- EXERCISE AIM:
Every line in the data below that holds "Mecanico" should be found and copied.

- DATA TO USE:
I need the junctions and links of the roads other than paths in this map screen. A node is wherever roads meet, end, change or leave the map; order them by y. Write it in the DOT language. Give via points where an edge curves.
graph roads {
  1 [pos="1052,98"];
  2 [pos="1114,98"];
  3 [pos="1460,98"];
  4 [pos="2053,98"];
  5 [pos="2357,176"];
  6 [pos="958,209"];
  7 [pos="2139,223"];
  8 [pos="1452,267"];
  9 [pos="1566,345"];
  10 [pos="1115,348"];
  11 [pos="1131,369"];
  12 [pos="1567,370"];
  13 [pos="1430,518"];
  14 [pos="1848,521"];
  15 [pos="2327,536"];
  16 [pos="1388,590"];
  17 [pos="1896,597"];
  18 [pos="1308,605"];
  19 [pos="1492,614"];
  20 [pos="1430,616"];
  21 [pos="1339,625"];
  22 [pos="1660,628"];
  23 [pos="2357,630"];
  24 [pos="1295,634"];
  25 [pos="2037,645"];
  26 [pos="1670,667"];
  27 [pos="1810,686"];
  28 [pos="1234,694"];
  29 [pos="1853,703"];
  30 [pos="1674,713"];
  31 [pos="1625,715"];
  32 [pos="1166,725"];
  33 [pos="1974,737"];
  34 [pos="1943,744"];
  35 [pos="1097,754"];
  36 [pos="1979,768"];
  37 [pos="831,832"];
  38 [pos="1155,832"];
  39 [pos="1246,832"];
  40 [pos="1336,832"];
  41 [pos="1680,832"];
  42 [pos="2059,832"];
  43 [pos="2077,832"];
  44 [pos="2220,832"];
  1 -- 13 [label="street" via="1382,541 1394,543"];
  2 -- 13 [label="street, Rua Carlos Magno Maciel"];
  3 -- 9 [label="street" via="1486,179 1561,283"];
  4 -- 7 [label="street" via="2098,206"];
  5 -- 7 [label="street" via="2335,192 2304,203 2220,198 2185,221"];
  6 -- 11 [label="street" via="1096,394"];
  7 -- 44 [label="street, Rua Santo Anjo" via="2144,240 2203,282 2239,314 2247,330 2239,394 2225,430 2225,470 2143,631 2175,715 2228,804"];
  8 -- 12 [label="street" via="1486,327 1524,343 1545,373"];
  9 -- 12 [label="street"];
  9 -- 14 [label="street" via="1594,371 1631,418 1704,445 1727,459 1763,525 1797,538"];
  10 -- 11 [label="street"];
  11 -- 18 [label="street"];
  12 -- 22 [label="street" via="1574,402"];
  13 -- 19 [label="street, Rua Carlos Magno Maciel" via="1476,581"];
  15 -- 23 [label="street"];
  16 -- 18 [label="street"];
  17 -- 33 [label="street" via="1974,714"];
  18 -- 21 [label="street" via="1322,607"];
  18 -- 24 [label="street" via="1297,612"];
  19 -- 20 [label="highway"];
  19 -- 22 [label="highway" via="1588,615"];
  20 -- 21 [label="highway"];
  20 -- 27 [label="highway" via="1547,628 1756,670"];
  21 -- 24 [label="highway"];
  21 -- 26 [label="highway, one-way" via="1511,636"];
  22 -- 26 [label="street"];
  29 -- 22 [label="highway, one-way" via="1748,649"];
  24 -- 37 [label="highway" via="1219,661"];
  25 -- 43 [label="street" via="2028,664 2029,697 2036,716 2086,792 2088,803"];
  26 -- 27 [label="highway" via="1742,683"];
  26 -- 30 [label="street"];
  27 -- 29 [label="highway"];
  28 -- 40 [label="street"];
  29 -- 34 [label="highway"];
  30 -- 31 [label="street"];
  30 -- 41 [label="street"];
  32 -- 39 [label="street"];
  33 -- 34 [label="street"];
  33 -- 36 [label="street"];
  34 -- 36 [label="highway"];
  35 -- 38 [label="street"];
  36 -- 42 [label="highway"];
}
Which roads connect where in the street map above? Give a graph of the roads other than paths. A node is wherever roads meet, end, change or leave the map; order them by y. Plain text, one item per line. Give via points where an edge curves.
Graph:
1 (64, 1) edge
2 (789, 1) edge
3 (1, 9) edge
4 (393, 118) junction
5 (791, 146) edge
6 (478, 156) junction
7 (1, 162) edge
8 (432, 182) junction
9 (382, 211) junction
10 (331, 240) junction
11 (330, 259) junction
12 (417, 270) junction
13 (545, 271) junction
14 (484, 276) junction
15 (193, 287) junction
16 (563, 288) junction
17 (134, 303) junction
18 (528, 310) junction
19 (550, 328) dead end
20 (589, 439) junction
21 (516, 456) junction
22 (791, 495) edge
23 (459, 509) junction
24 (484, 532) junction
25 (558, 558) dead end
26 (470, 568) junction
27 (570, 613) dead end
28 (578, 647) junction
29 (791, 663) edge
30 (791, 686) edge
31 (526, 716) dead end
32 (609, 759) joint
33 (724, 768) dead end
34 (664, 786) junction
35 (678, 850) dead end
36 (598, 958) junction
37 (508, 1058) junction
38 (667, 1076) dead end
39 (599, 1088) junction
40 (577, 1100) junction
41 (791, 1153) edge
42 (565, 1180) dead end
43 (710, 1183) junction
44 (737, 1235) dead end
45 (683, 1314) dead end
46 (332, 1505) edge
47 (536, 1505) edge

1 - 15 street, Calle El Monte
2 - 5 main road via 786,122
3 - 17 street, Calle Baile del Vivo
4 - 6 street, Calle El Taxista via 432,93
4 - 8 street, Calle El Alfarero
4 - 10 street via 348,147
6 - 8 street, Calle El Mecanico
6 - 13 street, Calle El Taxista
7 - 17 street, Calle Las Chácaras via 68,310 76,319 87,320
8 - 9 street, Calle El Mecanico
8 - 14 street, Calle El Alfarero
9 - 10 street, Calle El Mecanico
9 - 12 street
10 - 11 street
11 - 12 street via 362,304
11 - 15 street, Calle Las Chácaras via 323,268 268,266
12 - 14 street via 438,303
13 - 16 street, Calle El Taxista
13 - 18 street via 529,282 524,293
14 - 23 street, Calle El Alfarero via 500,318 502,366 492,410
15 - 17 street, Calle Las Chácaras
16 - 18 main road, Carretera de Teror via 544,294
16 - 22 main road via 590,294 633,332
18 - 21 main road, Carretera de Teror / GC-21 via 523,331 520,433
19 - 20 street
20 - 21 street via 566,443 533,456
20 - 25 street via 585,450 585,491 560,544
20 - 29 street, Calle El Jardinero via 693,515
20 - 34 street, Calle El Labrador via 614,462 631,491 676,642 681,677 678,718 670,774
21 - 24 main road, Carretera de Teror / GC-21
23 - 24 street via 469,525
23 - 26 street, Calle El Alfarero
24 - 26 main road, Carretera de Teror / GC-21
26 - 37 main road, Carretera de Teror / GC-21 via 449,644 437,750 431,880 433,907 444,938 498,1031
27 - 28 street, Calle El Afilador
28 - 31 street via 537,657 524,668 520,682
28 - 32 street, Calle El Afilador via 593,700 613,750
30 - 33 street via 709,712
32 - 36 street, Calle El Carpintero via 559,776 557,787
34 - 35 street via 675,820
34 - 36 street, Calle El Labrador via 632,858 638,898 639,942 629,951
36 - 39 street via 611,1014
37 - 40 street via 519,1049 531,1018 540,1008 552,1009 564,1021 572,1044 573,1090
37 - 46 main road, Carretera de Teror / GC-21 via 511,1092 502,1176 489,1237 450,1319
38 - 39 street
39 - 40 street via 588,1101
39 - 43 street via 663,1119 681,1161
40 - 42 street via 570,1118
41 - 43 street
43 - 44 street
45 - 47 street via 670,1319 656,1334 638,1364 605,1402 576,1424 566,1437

- OUTPUT FOR THIS EXERCISE:
6 - 8 street, Calle El Mecanico
8 - 9 street, Calle El Mecanico
9 - 10 street, Calle El Mecanico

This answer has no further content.